We should probably discuss this at IETF 52.  As you point out, there are
many combinations.  A fundamental concept
however is, an administrative domain is independent of an AS.  I have have a
home network that is a member of my ISPs
AS, however, it clearly is under my own administrative control.  In content
networking, AS's don't  have any hard relationships
with Administrative Domains or Authoritative Domains.  
 
Gary

-----Original Message-----
From: Reinaldo Penno [mailto:reinaldo_penno(_at_)nortelnetworks(_dot_)com]
Sent: Wednesday, November 28, 2001 10:15 AM
To: 'Tomlinson, Gary'; 'Phil Rzewski'
Cc: 'ietf-openproxy(_at_)imc(_dot_)org'
Subject: RE: Draft on Callout Protocol Requirements


Gary,
 
And the virus scanning example...I will just say that there are infinite
combinations based on these examples. I will just say that my IPs are owned
by ATT and I do not have an AS. Then we can enter on a discussion on managed
services (CPE or network based), and when a network is a CN or not, and
ultimately if OPES needs a CN (overlay)  or not. etc. 
 
We better take this offline.
 
regards,
 
Reinaldo 

-----Original Message-----
From: Tomlinson, Gary [mailto:gary(_dot_)tomlinson(_at_)cacheflow(_dot_)com]
Sent: Wednesday, November 28, 2001 10:06 AM
To: Penno, Reinaldo [SC9:T327:EXCH]; Tomlinson, Gary; 'Phil Rzewski'
Cc: 'ietf-openproxy(_at_)imc(_dot_)org'
Subject: RE: Draft on Callout Protocol Requirements


No, you have your own Content Network that exists entirely with your own
administrative domain.  AT&T is simply a
packet network you are overlaying for transit.
 
Gary

-----Original Message-----
From: Reinaldo Penno [mailto:reinaldo_penno(_at_)nortelnetworks(_dot_)com]
Sent: Wednesday, November 28, 2001 9:58 AM
To: 'Tomlinson, Gary'; 'Phil Rzewski'
Cc: 'ietf-openproxy(_at_)imc(_dot_)org'
Subject: RE: Draft on Callout Protocol Requirements



So do we agree that the single reverse proxy on my home (example from the
previous email) makes AT&T a Content Network? 

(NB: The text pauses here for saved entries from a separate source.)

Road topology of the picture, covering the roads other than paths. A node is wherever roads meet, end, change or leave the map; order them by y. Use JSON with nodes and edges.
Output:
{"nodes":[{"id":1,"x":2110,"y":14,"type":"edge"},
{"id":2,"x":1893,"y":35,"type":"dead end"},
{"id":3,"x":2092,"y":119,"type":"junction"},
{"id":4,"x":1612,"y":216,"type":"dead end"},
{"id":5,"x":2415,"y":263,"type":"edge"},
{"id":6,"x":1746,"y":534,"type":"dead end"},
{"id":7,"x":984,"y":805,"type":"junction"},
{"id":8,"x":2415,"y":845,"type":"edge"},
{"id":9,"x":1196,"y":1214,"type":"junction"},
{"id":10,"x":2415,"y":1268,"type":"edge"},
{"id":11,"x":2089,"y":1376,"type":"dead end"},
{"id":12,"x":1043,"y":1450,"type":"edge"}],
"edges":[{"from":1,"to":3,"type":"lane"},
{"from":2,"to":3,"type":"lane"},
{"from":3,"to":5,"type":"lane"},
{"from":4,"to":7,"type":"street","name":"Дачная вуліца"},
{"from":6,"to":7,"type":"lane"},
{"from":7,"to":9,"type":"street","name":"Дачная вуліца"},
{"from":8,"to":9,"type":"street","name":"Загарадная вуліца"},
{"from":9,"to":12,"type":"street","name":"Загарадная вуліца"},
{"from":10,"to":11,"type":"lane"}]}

-----Original Message----- 
From: Tomlinson, Gary [ mailto:gary(_dot_)tomlinson(_at_)cacheflow(_dot_)com
<mailto:gary(_dot_)tomlinson(_at_)cacheflow(_dot_)com> ] 
Sent: Wednesday, November 28, 2001 9:55 AM 
To: 'Phil Rzewski'; Penno, Reinaldo [SC9:T327:EXCH] 
Cc: 'ietf-openproxy(_at_)imc(_dot_)org' 
Subject: RE: Draft on Callout Protocol Requirements 


I concur completely with Phil's position here.  OPES was originally 
predicated on the 
existence of a Content Network.  My understanding is, it 
still is.  The 
Content Network 
can be as simple as a single caching proxy or as complex as CDN. 

Gary 

-----Original Message----- 
From: Phil Rzewski [ mailto:philr(_at_)inktomi(_dot_)com 
<mailto:philr(_at_)inktomi(_dot_)com> ]

Sent: Tuesday, November 27, 2001 4:27 PM 
To: Reinaldo Penno 
Cc: 'ietf-openproxy(_at_)imc(_dot_)org' 
Subject: RE: Draft on Callout Protocol Requirements 



At 03:22 PM 11/27/2001 -0800, Reinaldo Penno wrote: 



-----Original Message----- 
From: Phil Rzewski 
[< mailto:philr(_at_)inktomi(_dot_)com <mailto:philr(_at_)inktomi(_dot_)com> >
mailto:philr(_at_)inktomi(_dot_)com <mailto:philr(_at_)inktomi(_dot_)com> ] 
Sent: Monday, November 26, 2001 11:34 AM 
To: Penno, Reinaldo [SC9:T327:EXCH] 
Cc: ietf-openproxy(_at_)imc(_dot_)org 
Subject: RE: Draft on Callout Protocol Requirements 


<snip> 


In brief, we know that in the routed world, once you put two 
host machines on 
the same ethernet wire, you technically have a "network". As 
"networks" go, 
it's on a whole different scale than one operated by AT&T or 
the IT department 
at your local enterprise, but this is why we have terms like 
"public backbone 
network", "LAN", "VPN", etc. Similarly, we would argue that 
once you add ANY 
proxy ("forward" or "reverse") you have created a type of 
Content Network. 

okay, I can agree with that since it actually adds to my point that to 
have 
OPES you only need 
IP connectivity, nothing else. You do not need an CN (and not by a long 
shot 
a CDN) overlay network in place BEFORE you install OPES devices. 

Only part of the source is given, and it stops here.